Oct 4, 2011

Concept to Completion: Part 1 - Concept - 'Finding Inspiration'

Concept to Completion: Table of Contents -> (Link)


Concept - 'Finding Inspiration'

 What you'll need:
-Something to draw on
-Something to draw with
-Ur noggin

 ( (c) givetake (Link) )

The first step of any artistic project is coming up with an idea.  Literally anything can be your source of inspiration; a doodle in your sketchbook, a photograph you took, a scary dream you had, or a funny story that a friend told you about.  Anything.  The only limitation is your own mind, so dive deep into your imagination and see what you come up with.  Every facet of life, be it biology, personality, society, music, technology, comedy, history, fiction, philosophy, nature, the future, and the cosmos is at your disposal as an artist.  Think about the things you like, the things you don't like, strong emotions you've felt, places you've visited.  There are so many things to do and say and think and feel in this world, be a sponge and soak it all in since everything you learn will feed into your personality and make you a better artist.  Be honest and don't hold back.  This is your chance to shine.

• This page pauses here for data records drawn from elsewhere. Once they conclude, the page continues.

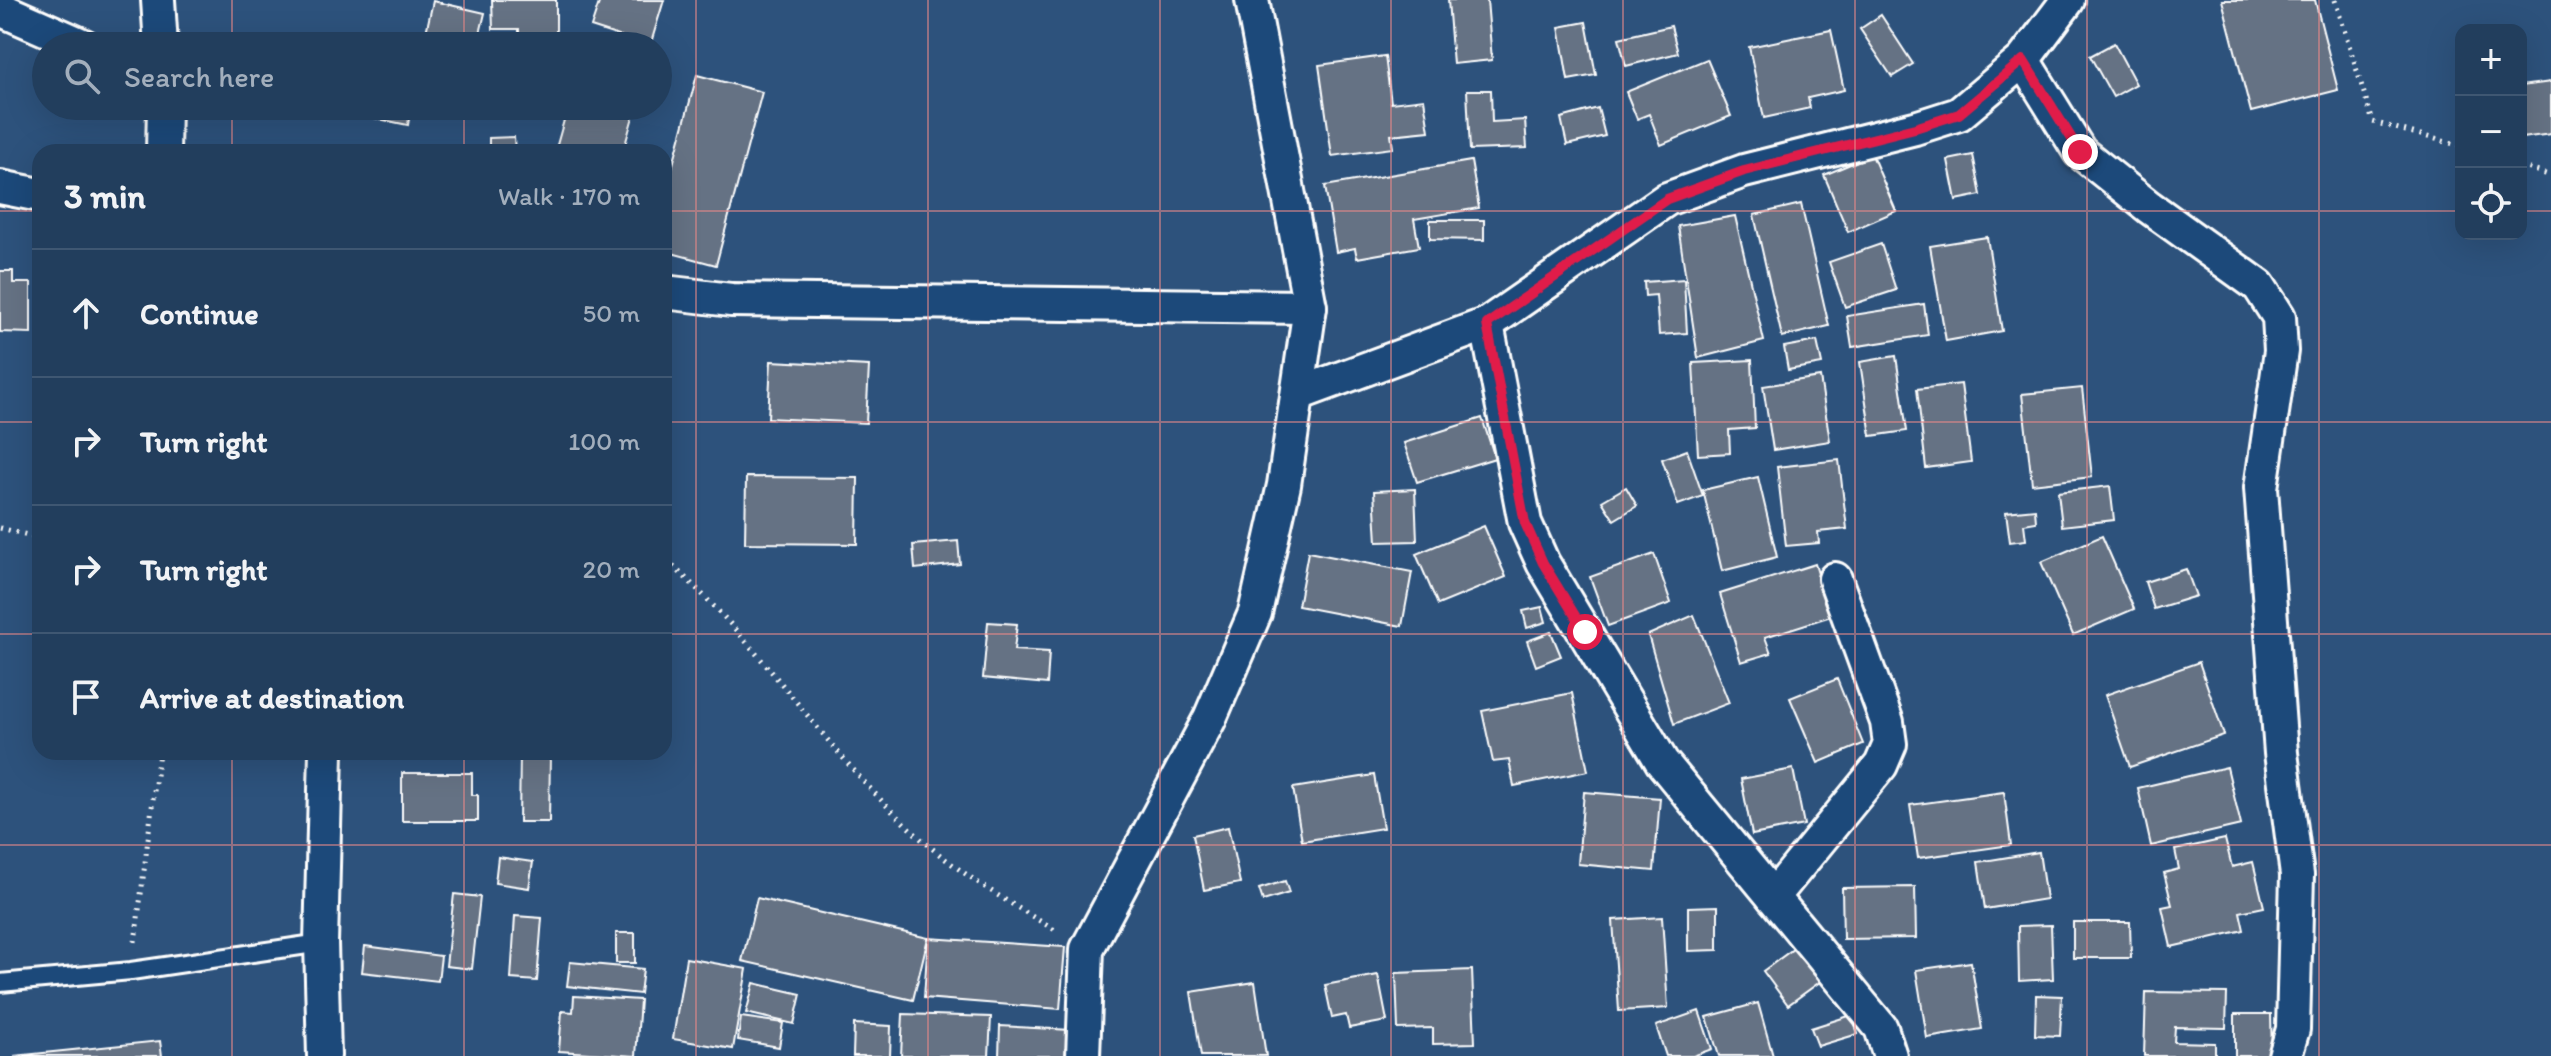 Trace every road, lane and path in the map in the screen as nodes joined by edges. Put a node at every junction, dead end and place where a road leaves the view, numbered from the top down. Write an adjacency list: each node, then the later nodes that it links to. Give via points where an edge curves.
1 (158, 0): 7 (street)
2 (1252, 0): 17 (street)
3 (2068, 0): 8 (street)
4 (2335, 0): 11 (path, via 2373,122)
5 (0, 9): 6 (street)
6 (52, 32)
7 (160, 32)
8 (2023, 60): 18 (street, via 1959,114 1744,171 1667,199); 34 (street, via 2080,152 2259,286 2279,317 2281,351 2261,488 2281,753 2297,875 2293,1029)
9 (164, 120): 10 (street)
10 (163, 144)
11 (2455, 144)
12 (2527, 168): 13 (path)
13 (2551, 176)
14 (0, 187): 15 (street)
15 (32, 193)
16 (672, 293): 17 (street, via 747,300)
17 (1310, 307): 19 (street)
18 (1487, 324): 19 (street); 26 (street, via 1525,523 1543,563 1662,762)
19 (1298, 394): 28 (street, via 1255,613 1210,718)
20 (0, 528): 21 (path)
21 (32, 536)
22 (672, 565): 28 (path, via 707,596 919,837 985,888)
23 (1835, 579): 26 (street, via 1887,722 1890,744 1881,765)
24 (158, 760): 29 (path)
25 (326, 760): 27 (street)
26 (1773, 897): 33 (street, via 1881,1028)
27 (321, 943): 29 (lane); 31 (street)
28 (1087, 949): 32 (street)
29 (131, 971): 30 (lane)
30 (0, 983)
31 (324, 1056)
32 (1083, 1056)
33 (1890, 1056)
34 (2285, 1056) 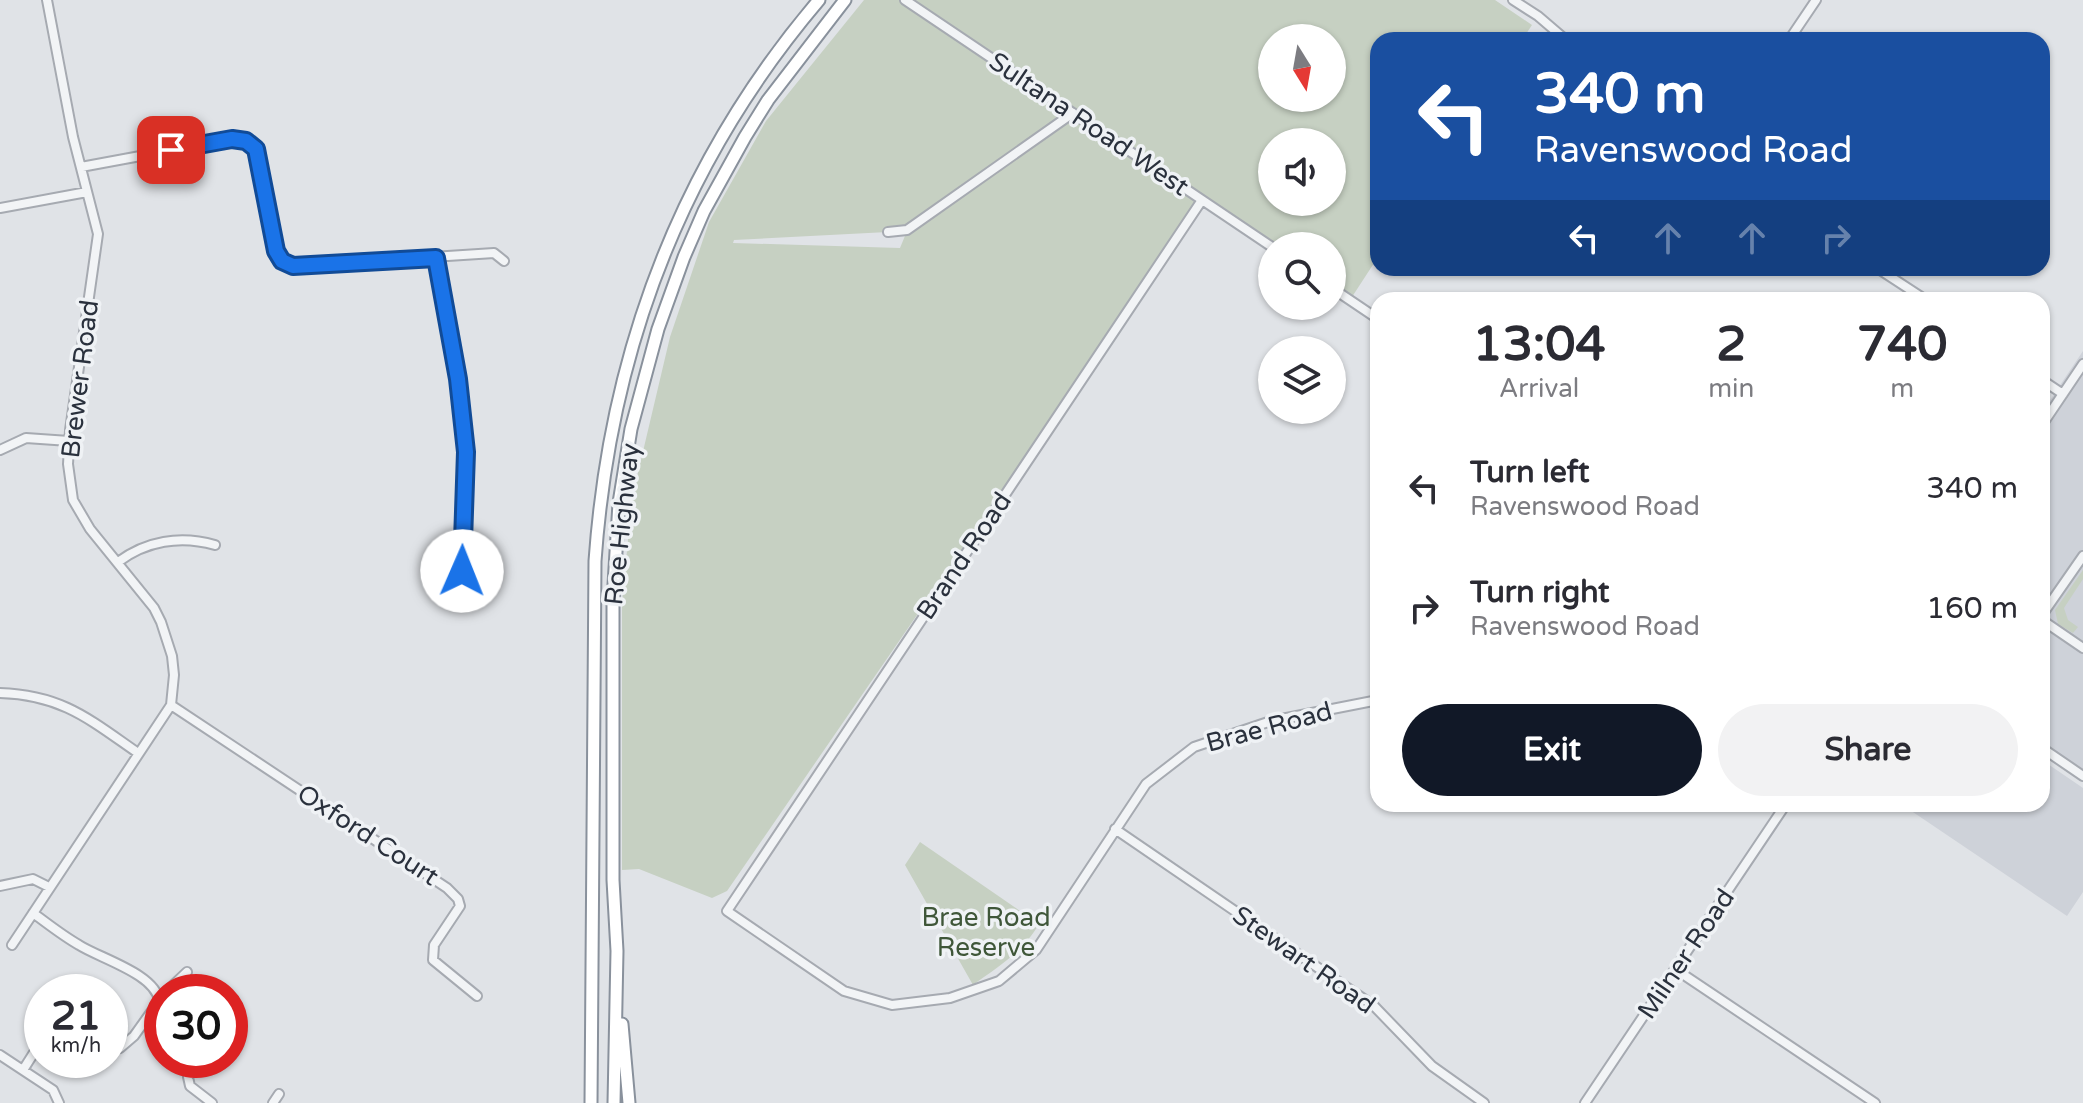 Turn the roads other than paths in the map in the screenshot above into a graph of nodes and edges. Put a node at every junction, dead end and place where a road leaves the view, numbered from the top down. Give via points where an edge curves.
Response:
1 (47, 0) edge
2 (819, 0) edge
3 (845, 0) edge
4 (905, 0) edge
5 (1513, 0) edge
6 (1816, 0) edge
7 (1557, 32) edge
8 (1794, 32) edge
9 (1073, 113) junction
10 (81, 167) junction
11 (87, 192) junction
12 (1202, 200) junction
13 (0, 208) edge
14 (888, 232) dead end
15 (1258, 238) edge
16 (436, 258) junction
17 (504, 261) dead end
18 (1889, 276) edge
19 (1914, 292) edge
20 (1346, 297) edge
21 (1370, 314) edge
22 (2083, 364) edge
23 (2050, 385) edge
24 (2063, 394) junction
25 (2050, 413) edge
26 (69, 441) junction
27 (0, 450) edge
28 (215, 545) dead end
29 (2083, 556) edge
30 (118, 562) junction
31 (462, 571) dead end
32 (2050, 606) edge
33 (2050, 624) edge
34 (2083, 648) edge
35 (0, 693) edge
36 (1370, 702) edge
37 (171, 705) junction
38 (138, 753) junction
39 (2050, 753) edge
40 (2083, 776) edge
41 (1781, 812) edge
42 (1115, 829) junction
43 (0, 886) edge
44 (49, 887) junction
45 (727, 911) joint
46 (33, 913) junction
47 (12, 945) dead end
48 (617, 951) junction
49 (1675, 969) junction
50 (144, 981) edge
51 (477, 996) dead end
52 (144, 1022) edge
53 (591, 1040) junction
54 (128, 1041) edge
55 (0, 1055) edge
56 (23, 1070) joint
57 (188, 1078) edge
58 (279, 1094) dead end
59 (59, 1103) edge
60 (212, 1103) edge
61 (273, 1103) edge
62 (584, 1103) edge
63 (591, 1103) edge
64 (614, 1103) edge
65 (629, 1103) edge
66 (1484, 1103) edge
67 (1585, 1103) edge
68 (1875, 1103) edge

1 - 10 street, Brewer Road
2 - 53 highway, Roe Highway via 752,88 691,194 634,336 614,411 595,561
3 - 48 highway, Roe Highway via 768,100 704,211 641,389 625,459 614,573
4 - 9 street, Sultana Road West
5 - 7 street
6 - 8 street
9 - 12 street, Sultana Road West
9 - 14 street via 907,230
10 - 11 street, Brewer Road
10 - 16 street via 232,139 246,141 256,149 282,261 293,266
11 - 13 street
11 - 26 street, Brewer Road via 98,234
12 - 15 street, Sultana Road West
12 - 45 street, Brand Road
16 - 17 street via 494,253
16 - 31 street via 466,452
18 - 19 street
20 - 21 street
22 - 24 street
23 - 24 street
24 - 25 street
26 - 27 street via 26,438
26 - 30 street, Brewer Road via 73,500
28 - 30 street via 151,543
29 - 32 street
30 - 37 street, Brewer Road via 154,608 168,638 174,675
33 - 34 street
35 - 38 street via 55,701
36 - 42 street, Brae Road via 1271,721 1194,747 1146,784
37 - 38 street
37 - 51 street, Oxford Court via 447,888 460,906 434,945 433,960
38 - 44 street
39 - 40 street
41 - 49 street, Milner Road
42 - 45 street, Brae Road via 1036,950 999,981 950,998 892,1005 844,991
42 - 66 street, Stewart Road via 1374,1006 1432,1066
43 - 44 street via 33,879
44 - 46 street
46 - 47 street
46 - 50 street
48 - 64 highway, Roe Highway
48 - 65 highway
49 - 67 street, Milner Road
49 - 68 street
52 - 54 street
53 - 62 highway
53 - 63 highway, Roe Highway
55 - 56 street
56 - 59 street via 53,1090
57 - 60 street via 190,1086
58 - 61 street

For me personally I find that I do my best thinking when I keep active.  Going for a walk or a run, playing with my dog, working out; it all serves to clear my mind.  It raises my mood and gives me time to organize the thoughts running through my head.  Channel your inner philosopher.  Whenever I think up something that I'm fond of, I'll write it down or thumbnail it out.  That way, I no longer have to juggle that idea around in my head; the idea has been said and I can always refer to it and improve upon it later.  Try to make this a habit for yourself.  Eventually you'll have a pool of ideas that you can tap into at any time.

Feed your brain with knowledge.  One website in particular that I find very inspiring is ted.com (Link).  The site has hundreds of short presentations each around 20 minutes in length, given by the world's leading intellectuals in every field imaginable.  Did you know that the technology exists for a real life working kidney to be fabricated with a 3D printer that prints cells?  Or that exoskeleton suits are in development that can be worn by paraplegics, allowing them to walk again?  Mind blowing stuff.

Now, in my particular case, and in the case of the workflow I'm discussing, I want to be able to create usable assets (props, buildings, characters, etc.) that are suitable for a 'triple A' grade videogame (the best of the best) since that is the type of job I am applying for right now, so, I thought it might be cool to take an item from a pre-existing game and put my own spin on it.  I give you 'Project Up-Rez':



This is what would qualify as a 'Written Proposal'.  It could be more complex, or it could be more brief; it all depends on the particular project that you have in mind.  I find it's helpful since it establishes what my intention with the project is, the end goal that all my decisions following will be directed towards realizing.  Oftentimes in a studio setting, you'll be told what it is they want you to do (ie. your assignment may be to 'design a series of medieval props for a television show'), so the skill of 'drawing with intention' becomes an incredible asset.  The more planning you do early on, the easier it will be for you down the road, since all the important decisions have already been made, leaving you to focus on the task of achieving them.

(image of original blue shell design, (c) Nintendo)

For this project, I decided to go with my first example, that being the winged blue shell from Mario Kart.  For those familiar with the series, this item can often make or break a race for you in the game, since it directly targets whoever is in 1st place.  I figured that taking something iconic that other game developers would recognize would be a nice way to show off my own skills, as well pay homage to a series that has brought me much enjoyment throughout the years.


After I established what my purpose for this project was, I immediately grabbed my stack of cue cards and scribbled out a few thumbnails.  I'm a fan of having cue cards on hand to draw on since they're portable, they can easily be taped to a monitor, and their size prevents me from getting too elaborate during these planning stages.  As you can see, this drawing is pretty ugly, but that's perfectly fine.  This was maybe 20-30 seconds worth of work.  As I said earlier, after you 'record the idea' you can always fix things later.  Nothing is set in stone.

(This is really expensive on Amazon, try your local art store.)

For those of you who are just starting to learn to draw, or if you're an artist looking to brush up on your fundamentals, I recommend this book.  The Vilppu drawing manual will teach you how to draw structural, 3D objects in 3D space.  While I'm not writing a 'drawing tutorial' per-say, being able to take an idea or image in your head and quickly put it on paper is incredibly important in a studio environment since it will give your director an immediate basis to work from.  In some studios, 'nothing' gets made in 3D unless it has first been designed on paper, simply because it is way faster to output a 2D image over a 3D one.  Plus, drawing is a lot of fun.  It's entirely ennobling being able to project your imagination to a medium that everyone can see; it opens up a whole new realm of possibilities.  So even if you think you're not great at it now, get rid of that negativity and recognize that you can always improve.

This concludes the 'Concept' stage.  As always, your feedback is much appreciated.